● ENTRIES PROVIDED

>>>

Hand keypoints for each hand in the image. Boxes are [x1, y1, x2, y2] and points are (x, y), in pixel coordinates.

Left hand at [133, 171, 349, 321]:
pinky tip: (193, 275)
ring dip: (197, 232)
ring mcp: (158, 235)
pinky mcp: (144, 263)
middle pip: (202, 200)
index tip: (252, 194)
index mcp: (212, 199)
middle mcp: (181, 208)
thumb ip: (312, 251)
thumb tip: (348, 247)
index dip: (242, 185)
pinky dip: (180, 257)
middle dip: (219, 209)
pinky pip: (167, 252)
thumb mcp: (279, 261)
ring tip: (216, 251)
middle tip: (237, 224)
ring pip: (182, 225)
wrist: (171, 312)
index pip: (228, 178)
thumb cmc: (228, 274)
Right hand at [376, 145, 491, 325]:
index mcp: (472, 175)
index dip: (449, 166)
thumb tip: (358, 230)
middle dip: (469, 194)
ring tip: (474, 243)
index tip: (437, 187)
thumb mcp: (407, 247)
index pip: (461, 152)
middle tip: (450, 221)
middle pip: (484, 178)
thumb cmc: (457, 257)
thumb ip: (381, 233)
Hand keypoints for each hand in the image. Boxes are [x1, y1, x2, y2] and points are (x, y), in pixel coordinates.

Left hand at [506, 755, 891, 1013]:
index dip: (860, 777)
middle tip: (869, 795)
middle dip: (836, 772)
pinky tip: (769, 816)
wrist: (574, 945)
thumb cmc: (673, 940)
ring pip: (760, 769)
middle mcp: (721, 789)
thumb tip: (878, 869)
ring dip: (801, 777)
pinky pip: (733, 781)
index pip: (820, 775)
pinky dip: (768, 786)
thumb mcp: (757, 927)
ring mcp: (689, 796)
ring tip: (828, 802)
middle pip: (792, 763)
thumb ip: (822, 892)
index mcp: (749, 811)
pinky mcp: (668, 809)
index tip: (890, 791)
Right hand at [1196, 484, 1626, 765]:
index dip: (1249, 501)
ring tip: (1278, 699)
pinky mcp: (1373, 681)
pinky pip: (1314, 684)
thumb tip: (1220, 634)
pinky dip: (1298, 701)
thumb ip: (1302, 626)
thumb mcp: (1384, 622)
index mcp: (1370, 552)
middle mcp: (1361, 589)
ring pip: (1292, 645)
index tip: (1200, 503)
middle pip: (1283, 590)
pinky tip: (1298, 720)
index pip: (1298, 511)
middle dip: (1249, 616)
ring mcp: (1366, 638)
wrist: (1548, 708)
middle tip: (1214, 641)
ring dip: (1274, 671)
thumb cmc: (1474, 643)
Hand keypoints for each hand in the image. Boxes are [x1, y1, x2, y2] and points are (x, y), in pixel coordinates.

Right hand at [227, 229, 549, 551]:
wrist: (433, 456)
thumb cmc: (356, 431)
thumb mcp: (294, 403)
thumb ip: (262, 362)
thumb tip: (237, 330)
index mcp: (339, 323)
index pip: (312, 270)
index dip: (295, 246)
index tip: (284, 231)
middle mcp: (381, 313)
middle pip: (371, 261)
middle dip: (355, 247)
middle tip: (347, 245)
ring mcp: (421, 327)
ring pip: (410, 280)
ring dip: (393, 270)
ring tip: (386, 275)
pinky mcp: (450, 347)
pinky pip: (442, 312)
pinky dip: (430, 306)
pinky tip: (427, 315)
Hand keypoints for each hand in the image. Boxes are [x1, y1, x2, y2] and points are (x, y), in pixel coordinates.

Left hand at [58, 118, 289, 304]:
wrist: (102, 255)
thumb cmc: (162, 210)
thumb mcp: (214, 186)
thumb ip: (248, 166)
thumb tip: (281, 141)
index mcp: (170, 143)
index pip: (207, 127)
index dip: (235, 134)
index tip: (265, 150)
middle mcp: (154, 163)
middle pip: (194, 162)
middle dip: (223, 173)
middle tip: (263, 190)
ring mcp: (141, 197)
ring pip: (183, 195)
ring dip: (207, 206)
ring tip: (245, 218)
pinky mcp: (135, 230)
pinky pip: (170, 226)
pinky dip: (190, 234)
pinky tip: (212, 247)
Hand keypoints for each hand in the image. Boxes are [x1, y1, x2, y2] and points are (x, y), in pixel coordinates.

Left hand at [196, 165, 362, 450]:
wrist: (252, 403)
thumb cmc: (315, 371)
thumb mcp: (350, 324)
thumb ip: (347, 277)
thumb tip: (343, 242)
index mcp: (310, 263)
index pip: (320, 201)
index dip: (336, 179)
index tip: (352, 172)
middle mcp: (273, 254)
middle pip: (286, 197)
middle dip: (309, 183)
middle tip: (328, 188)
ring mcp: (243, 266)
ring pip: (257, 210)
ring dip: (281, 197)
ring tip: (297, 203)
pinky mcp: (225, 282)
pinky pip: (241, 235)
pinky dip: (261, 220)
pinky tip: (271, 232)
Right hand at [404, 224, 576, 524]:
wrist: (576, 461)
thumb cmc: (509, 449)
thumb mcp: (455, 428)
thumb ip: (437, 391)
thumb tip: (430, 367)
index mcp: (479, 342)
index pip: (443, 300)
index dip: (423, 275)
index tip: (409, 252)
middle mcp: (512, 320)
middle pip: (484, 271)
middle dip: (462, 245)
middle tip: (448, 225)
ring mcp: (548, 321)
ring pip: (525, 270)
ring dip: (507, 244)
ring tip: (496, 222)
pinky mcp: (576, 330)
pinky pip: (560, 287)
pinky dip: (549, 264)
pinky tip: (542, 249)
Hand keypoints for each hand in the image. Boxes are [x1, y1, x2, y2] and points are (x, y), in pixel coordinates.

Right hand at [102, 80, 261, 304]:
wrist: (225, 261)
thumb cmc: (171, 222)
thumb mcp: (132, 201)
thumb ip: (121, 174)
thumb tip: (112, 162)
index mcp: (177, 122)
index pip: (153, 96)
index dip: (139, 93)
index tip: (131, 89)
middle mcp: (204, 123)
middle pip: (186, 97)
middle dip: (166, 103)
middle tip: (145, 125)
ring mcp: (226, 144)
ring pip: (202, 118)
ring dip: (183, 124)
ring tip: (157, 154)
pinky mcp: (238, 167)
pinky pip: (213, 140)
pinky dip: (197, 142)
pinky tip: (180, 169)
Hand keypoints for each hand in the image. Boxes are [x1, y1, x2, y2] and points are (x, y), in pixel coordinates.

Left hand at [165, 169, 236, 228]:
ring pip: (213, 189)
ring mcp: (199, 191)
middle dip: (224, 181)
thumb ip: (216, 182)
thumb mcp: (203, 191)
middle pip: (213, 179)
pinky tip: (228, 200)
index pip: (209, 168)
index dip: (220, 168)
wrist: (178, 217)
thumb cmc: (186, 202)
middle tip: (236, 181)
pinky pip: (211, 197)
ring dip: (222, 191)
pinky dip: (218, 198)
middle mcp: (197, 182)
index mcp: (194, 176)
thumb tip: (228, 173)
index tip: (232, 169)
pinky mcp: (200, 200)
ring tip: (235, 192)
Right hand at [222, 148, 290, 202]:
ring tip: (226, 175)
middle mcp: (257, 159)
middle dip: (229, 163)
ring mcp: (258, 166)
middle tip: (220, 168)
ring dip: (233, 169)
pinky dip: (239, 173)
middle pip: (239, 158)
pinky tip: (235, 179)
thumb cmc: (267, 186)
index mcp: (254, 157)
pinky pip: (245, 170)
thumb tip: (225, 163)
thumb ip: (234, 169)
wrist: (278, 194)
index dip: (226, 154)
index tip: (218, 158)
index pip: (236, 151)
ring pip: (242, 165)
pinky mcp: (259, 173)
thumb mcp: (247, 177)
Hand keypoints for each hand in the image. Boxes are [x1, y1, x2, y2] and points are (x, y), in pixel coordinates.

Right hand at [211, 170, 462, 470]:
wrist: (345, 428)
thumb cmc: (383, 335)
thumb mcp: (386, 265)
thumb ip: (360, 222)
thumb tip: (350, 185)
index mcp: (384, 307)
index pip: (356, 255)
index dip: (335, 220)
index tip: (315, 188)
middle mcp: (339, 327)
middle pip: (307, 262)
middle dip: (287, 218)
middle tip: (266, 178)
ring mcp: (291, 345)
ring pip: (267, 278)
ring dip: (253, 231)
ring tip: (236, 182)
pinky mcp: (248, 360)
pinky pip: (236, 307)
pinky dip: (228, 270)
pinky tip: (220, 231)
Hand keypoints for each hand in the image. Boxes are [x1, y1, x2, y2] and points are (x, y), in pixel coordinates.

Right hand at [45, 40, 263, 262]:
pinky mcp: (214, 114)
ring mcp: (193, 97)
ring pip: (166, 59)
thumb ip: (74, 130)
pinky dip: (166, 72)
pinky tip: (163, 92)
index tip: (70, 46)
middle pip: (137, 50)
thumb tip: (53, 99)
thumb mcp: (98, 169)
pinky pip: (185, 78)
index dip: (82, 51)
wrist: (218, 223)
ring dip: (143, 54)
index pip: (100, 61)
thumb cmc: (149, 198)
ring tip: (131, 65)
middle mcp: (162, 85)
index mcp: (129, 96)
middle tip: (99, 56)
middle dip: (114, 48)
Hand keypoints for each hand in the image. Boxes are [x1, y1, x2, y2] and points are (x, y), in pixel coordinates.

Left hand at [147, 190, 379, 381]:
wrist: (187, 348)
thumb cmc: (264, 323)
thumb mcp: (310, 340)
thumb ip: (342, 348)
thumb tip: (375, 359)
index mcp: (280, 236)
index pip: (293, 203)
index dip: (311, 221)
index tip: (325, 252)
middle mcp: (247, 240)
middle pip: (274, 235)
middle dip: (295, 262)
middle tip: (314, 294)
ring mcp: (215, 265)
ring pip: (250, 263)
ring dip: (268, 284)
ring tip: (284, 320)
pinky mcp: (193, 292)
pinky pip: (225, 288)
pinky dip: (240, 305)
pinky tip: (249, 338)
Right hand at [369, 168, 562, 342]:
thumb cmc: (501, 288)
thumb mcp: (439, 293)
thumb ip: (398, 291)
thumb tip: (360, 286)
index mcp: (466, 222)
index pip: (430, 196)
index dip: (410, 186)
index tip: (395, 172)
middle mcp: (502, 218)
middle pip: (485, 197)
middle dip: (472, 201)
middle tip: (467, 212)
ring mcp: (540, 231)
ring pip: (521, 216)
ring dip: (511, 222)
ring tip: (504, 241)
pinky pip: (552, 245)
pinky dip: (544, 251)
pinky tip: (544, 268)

<<<

● DESCRIPTION OF THE TASK
From the entries above, extract only the lines running from the one containing "middle pip: (484, 178)" through the one containing "index tip: (890, 791)", inclusive.

● ANSWER BOX
middle pip: (484, 178)
thumb cmc: (457, 257)
thumb ip: (381, 233)
Hand keypoints for each hand in the image. Boxes are [x1, y1, x2, y2] and points are (x, y), in pixel coordinates.

Left hand at [506, 755, 891, 1013]:
index dip: (860, 777)
middle tip: (869, 795)
middle dip: (836, 772)
pinky tip: (769, 816)
wrist: (574, 945)
thumb cmc: (673, 940)
ring pip: (760, 769)
middle mcp: (721, 789)
thumb tip: (878, 869)
ring dip: (801, 777)
pinky pip: (733, 781)
index pip: (820, 775)
pinky dip: (768, 786)
thumb mcp: (757, 927)
ring mcp: (689, 796)
ring tip: (828, 802)
middle pip: (792, 763)
thumb ip: (822, 892)
index mcp: (749, 811)
pinky mcp: (668, 809)
index tip: (890, 791)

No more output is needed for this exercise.